A Minnesota small estate affidavit enables the successors of a deceased individual (the decedent) to skip the probate process and collect estate assets out of court. Probate is an often complex and costly legal procedure that most estates are subject to. However, with a small estate affidavit, or “Affidavit of Collection of Personal Property,” no probate or court appearances are required. Minnesota law indicates that the option to collect property by affidavit is limited to estates valued at $75,000 or less.
Only personal property can be transferred via an affidavit. Personal property does not include real estate, but it does include paychecks, bank accounts, stocks, clothes, automobiles, and other such items.
How to Record (4 Steps)
- Step 1 – Small Estate Requirements
- Step 2 – Complete an Affidavit
- Step 3 – Wait 30 Days
- Step 4 – Collect Property
Claiming personal property using an affidavit is only possible if the following statements are true (§ 524.3-1201(a)):
- The total value of the entire estate, subtracting any liens and encumbrances, is not greater than $75,000.
- No petition or application has been submitted to the court to appoint a personal representative.
- The claiming successor is the next rightful owner of the property.

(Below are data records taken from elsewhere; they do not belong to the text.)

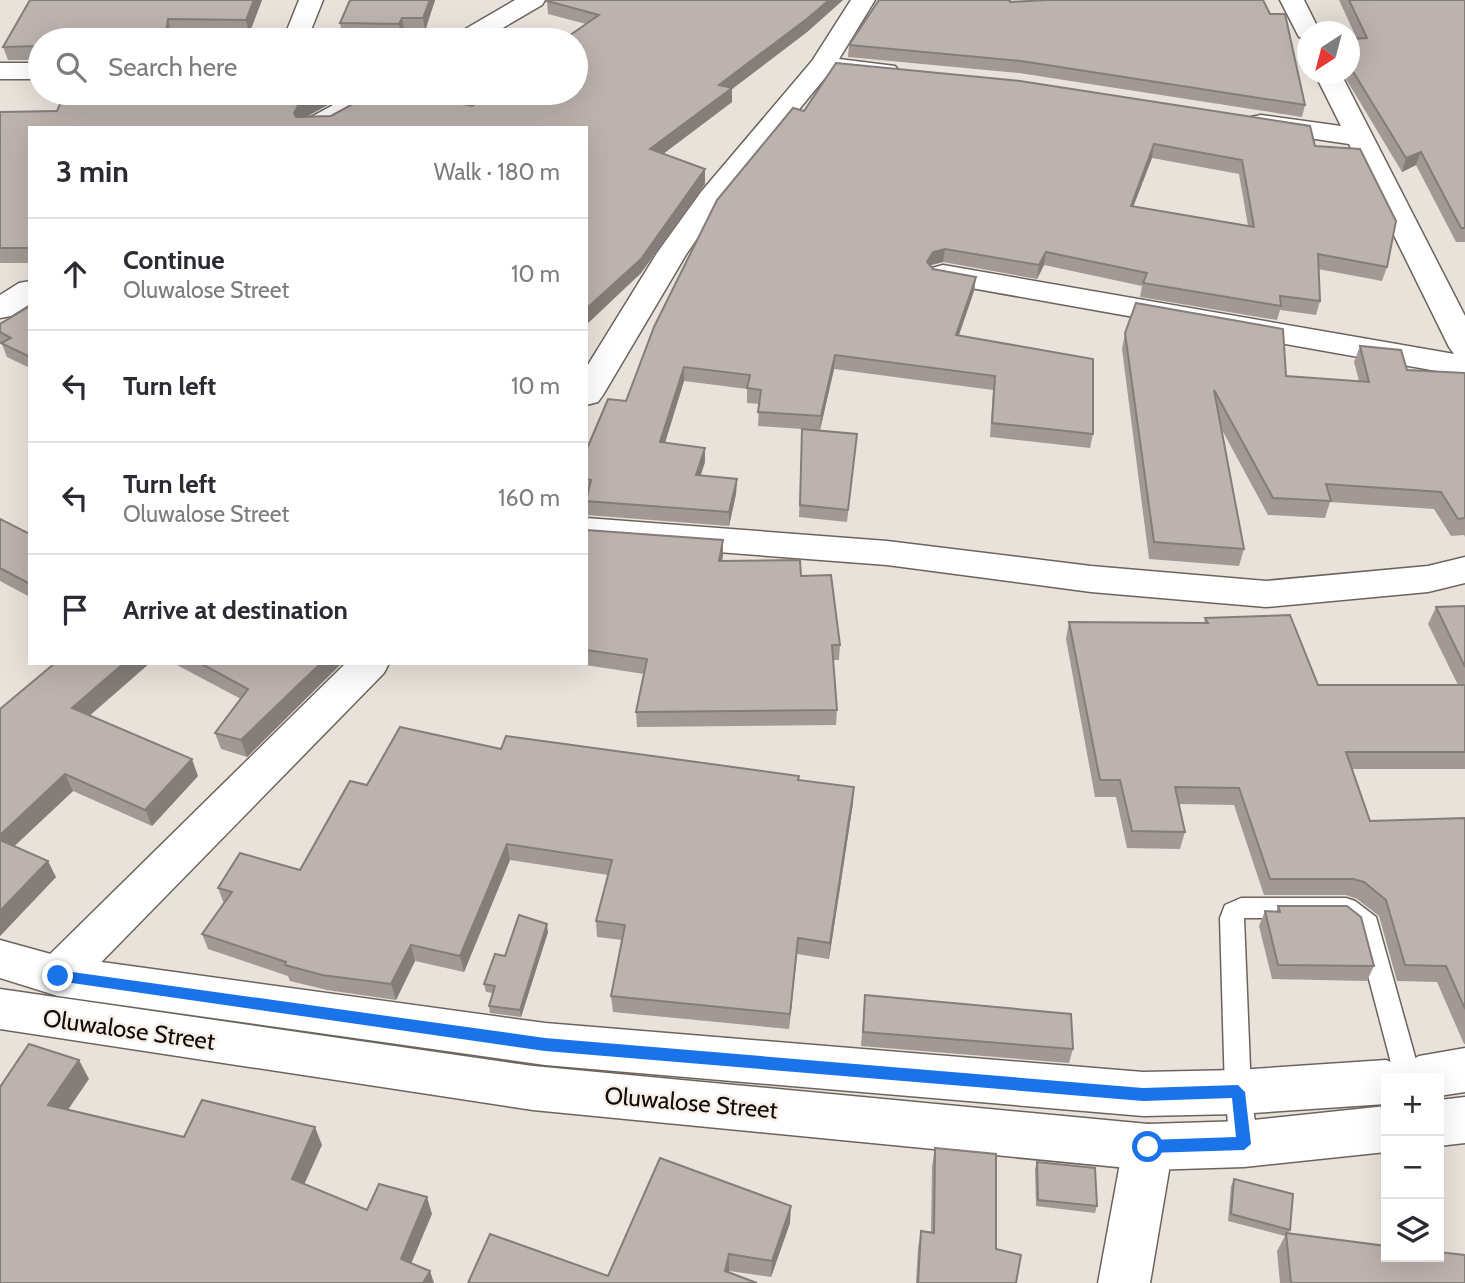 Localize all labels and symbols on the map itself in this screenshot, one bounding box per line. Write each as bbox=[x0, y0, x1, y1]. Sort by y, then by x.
north arrow bbox=[1297, 21, 1360, 84]
route end bbox=[42, 960, 73, 991]
street label: Oluwalose Street bbox=[41, 1003, 217, 1056]
street label: Oluwalose Street bbox=[603, 1080, 779, 1125]
route start bbox=[1132, 1131, 1163, 1162]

The person claiming property through the affidavit, called the “affiant,” must complete the Affidavit for Collection of Personal Property and sign it in the presence of a notary public or deputy court administrator. A certified death record must be attached to the affidavit.
Before the affiant can exercise their right to collect small estate assets, they must wait until thirty (30) days have passed since the decedent’s death. If collecting property stored in a safe deposit box, the affiant must instead wait until thirty (30) days have passed from the filing of an inventory of the contents held in the safe deposit box.
The affiant must deliver the notarized affidavit (including a certified death record) to any person or entity holding the decedent’s personal property. Under Minnesota statute § 524.3-1202, the party in possession of the property will be obligated to release the claimed asset to the affiant.
Note: Additional steps may be required if transferring ownership of a motor vehicle (see DVS factsheet for instructions).